There are two marriage certificates and one birth certificate.
Outside of the handwritten description of the father of the baby having a nationality of "Palestinian," none of these documents, issued by the Hashemite Kingdom of Jordan, say anything about Palestine.
There is also a pair of passports issued in 1946. They don't say "Passport of Palestine." They say "British Passport - Palestine" and there is Hebrew inside along with Arabic.
This same museum proudly shows a 1938 National Geographic map of the Middle East called "Bible Lands" that uses "Palestine" as a clear English translation of Eretz Yisrael, but the museum considers this "proof" that there was a nation called Palestine. But that is a map that had no official function. Every document in the museum from a government proves that there was no such nation.
Why would a museum of the Palestinian people show paperwork that contradicts the idea of a Palestinian nation? And what happened to the parts of Palestine under Jordanian control in 1949?
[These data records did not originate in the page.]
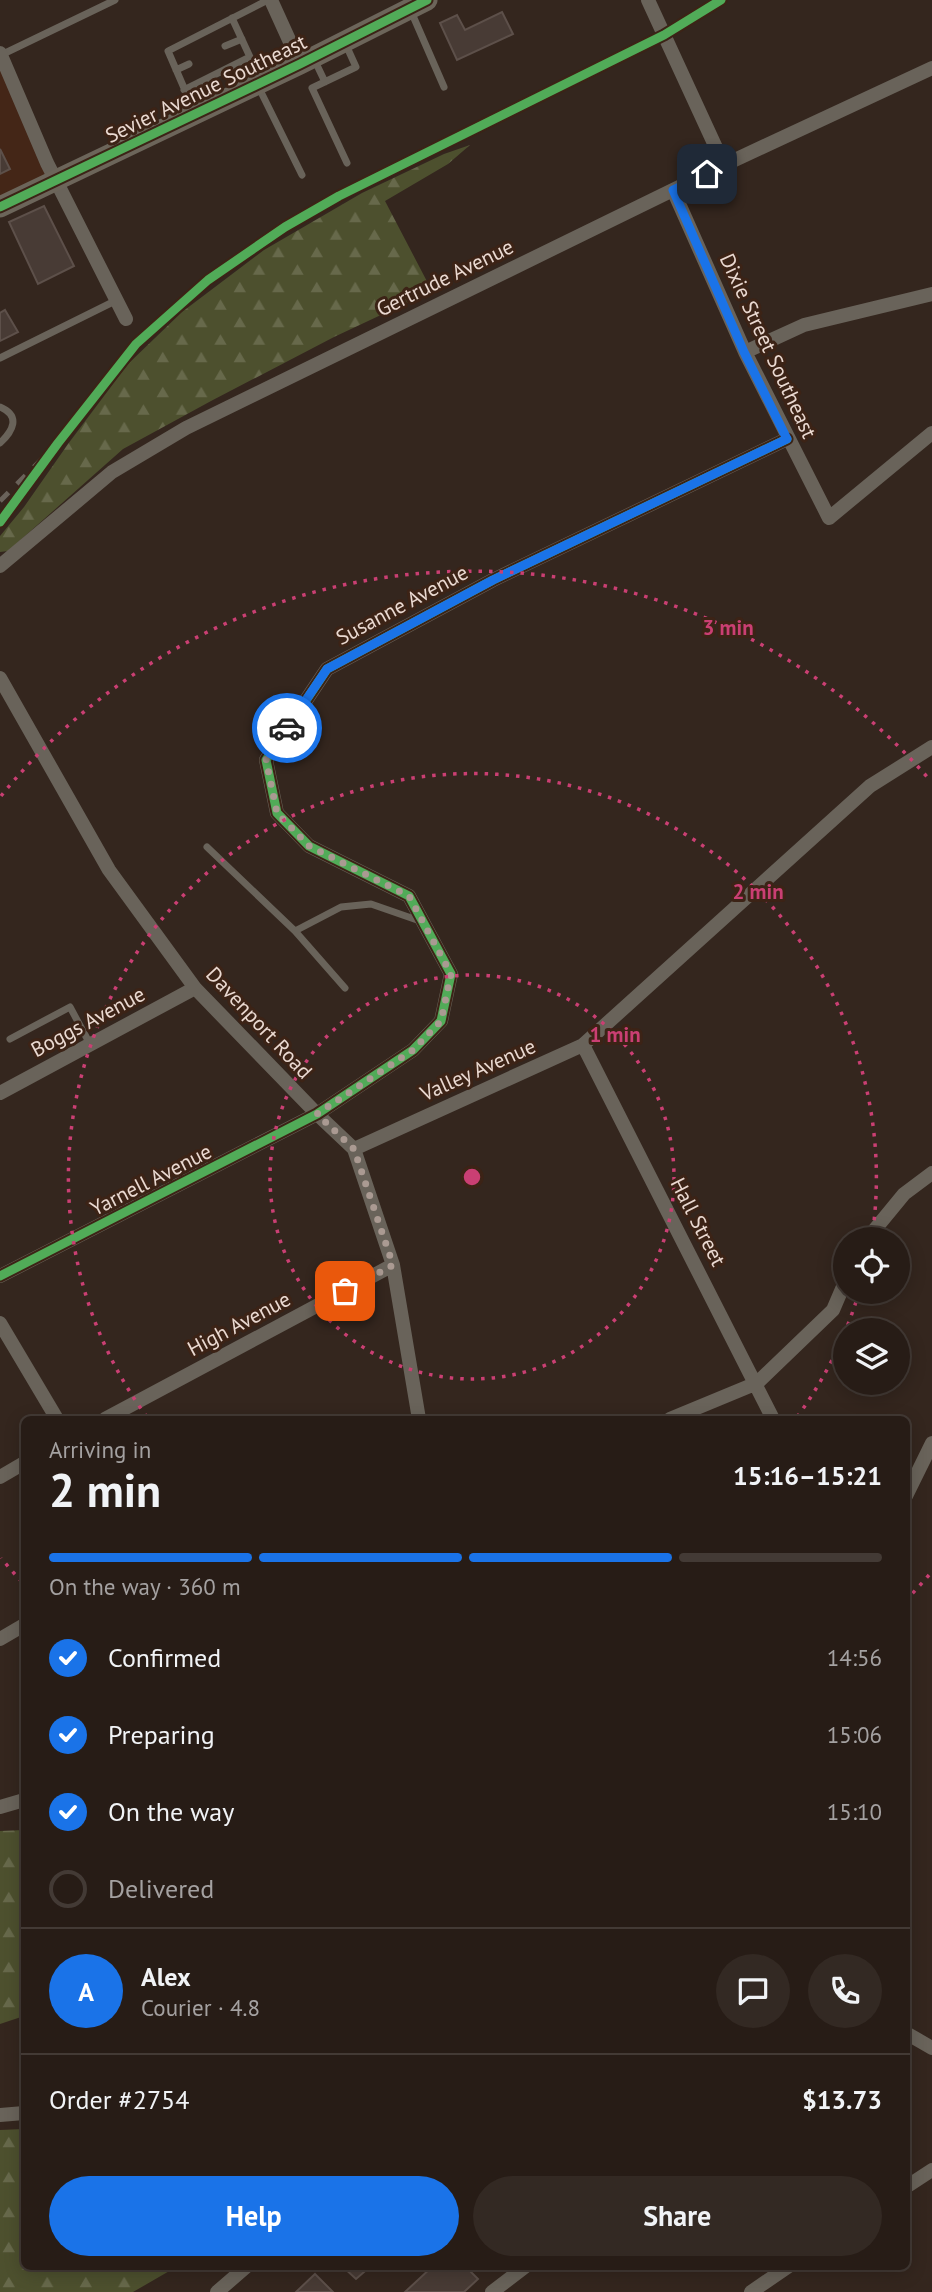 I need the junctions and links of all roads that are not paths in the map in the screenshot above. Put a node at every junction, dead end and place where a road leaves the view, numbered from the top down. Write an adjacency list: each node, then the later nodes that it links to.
1 (115, 0): 9 (lane)
2 (269, 0): 5 (lane); 11 (street)
3 (648, 0): 21 (street)
4 (418, 4): 7 (main road, Sevier Avenue Southeast); 17 (lane)
5 (232, 18): 6 (lane); 14 (lane)
6 (242, 39): 8 (lane); 10 (lane)
7 (345, 41): 11 (main road, Sevier Avenue Southeast); 15 (lane)
8 (225, 46)
9 (1, 54): 23 (street)
10 (250, 57): 16 (lane); 18 (lane)
11 (306, 60): 15 (lane); 16 (main road, Sevier Avenue Southeast)
12 (189, 64): 14 (lane)
13 (932, 68): 21 (street, Gertrude Avenue)
14 (176, 70): 18 (lane)
15 (325, 82): 20 (lane)
16 (259, 83): 19 (main road, Sevier Avenue Southeast); 22 (lane)
17 (444, 87)
18 (184, 90): 19 (lane)
19 (195, 114): 23 (main road, Sevier Avenue Southeast)
20 (347, 163)
21 (724, 165): 24 (street, Gertrude Avenue)
22 (302, 175)
23 (56, 180): 25 (main road, Sevier Avenue Southeast); 27 (street)
24 (673, 190): 29 (street, Dixie Street Southeast); 35 (street, Gertrude Avenue)
25 (0, 207)
26 (932, 294): 29 (street)
27 (115, 301): 28 (street); 30 (lane)
28 (126, 319)
29 (744, 352): 33 (street, Dixie Street Southeast)
30 (0, 358)
31 (0, 407): 34 (lane)
32 (932, 433): 33 (street, Dixie Street Southeast)
33 (787, 439): 39 (street, Susanne Avenue)
34 (0, 443)
35 (0, 566)
36 (0, 678): 41 (street, Davenport Road)
37 (932, 747): 45 (street, Valley Avenue)
38 (206, 847): 40 (lane)
39 (424, 922): 40 (lane); 47 (street, Susanne Avenue)
40 (295, 931): 42 (lane)
41 (195, 988): 44 (street, Boggs Avenue); 47 (street, Davenport Road)
42 (345, 988)
43 (10, 1039): 44 (lane)
44 (91, 1045): 46 (street, Boggs Avenue)
45 (583, 1045): 48 (street, Valley Avenue); 55 (street, Hall Street)
46 (0, 1093)
47 (317, 1114): 48 (street, Davenport Road); 52 (street, Yarnell Avenue)
48 (354, 1149): 51 (street, Davenport Road)
49 (932, 1172): 50 (street)
50 (877, 1227)
51 (393, 1265): 57 (street, High Avenue); 58 (street, Davenport Road)
52 (0, 1276)
53 (836, 1304): 55 (street)
54 (0, 1323): 56 (street)
55 (757, 1384): 59 (street); 60 (street, Hall Street)
56 (55, 1416)
57 (111, 1416)
58 (418, 1416)
59 (677, 1416)
60 (773, 1416)
61 (932, 1443): 64 (street)
62 (21, 1465): 63 (street)
63 (0, 1477)
64 (910, 1488)
65 (21, 1627): 66 (street)
66 (0, 1639)
67 (21, 1801): 68 (street)
68 (0, 1807)
69 (910, 2036): 70 (street)
70 (932, 2048)
71 (21, 2113): 72 (street)
72 (0, 2115)
73 (932, 2170): 74 (street)
74 (910, 2184)
75 (242, 2270): 78 (street)
76 (521, 2270): 79 (street)
77 (783, 2270): 80 (street)
78 (217, 2292)
79 (492, 2292)
80 (751, 2292)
Palestinians accuse Israel of erasing their Palestinian nationality from before 1948, but....what about Jordan? We see that Jordan did not call keep any vestige of "Palestine" in the areas it illegally annexed. Jordan literally erased Palestine. Why did no Palestinian Arab protest about this?
Yet it appears that Jordan did maintain records of which citizens came from Palestine and who did not - with the aim of potentially disenfranchising the Palestinians by forcibly "returning" them to a Palestine that never existed. Moreover, the family that donated these documents were never refugees - the father was born in Nablus in the 1930s.
The museum documentation doesn't mention any of this, of course. Because it isn't interested in the real history of the Palestinian people, a people created in the 1960s purely to paint Israel as a Goliath. The museum's entire purpose is to delegitimize Israel by not only placing all the blame of the Palestinian "diaspora" on Israel, but also in erasing the entire Jewish history in the Levant as it carefully curates pottery and artwork to avoid any mention of any Jewish presence on the Land.
A careful look at the "Museum of the Palestinian People" shows that there was never a Palestine.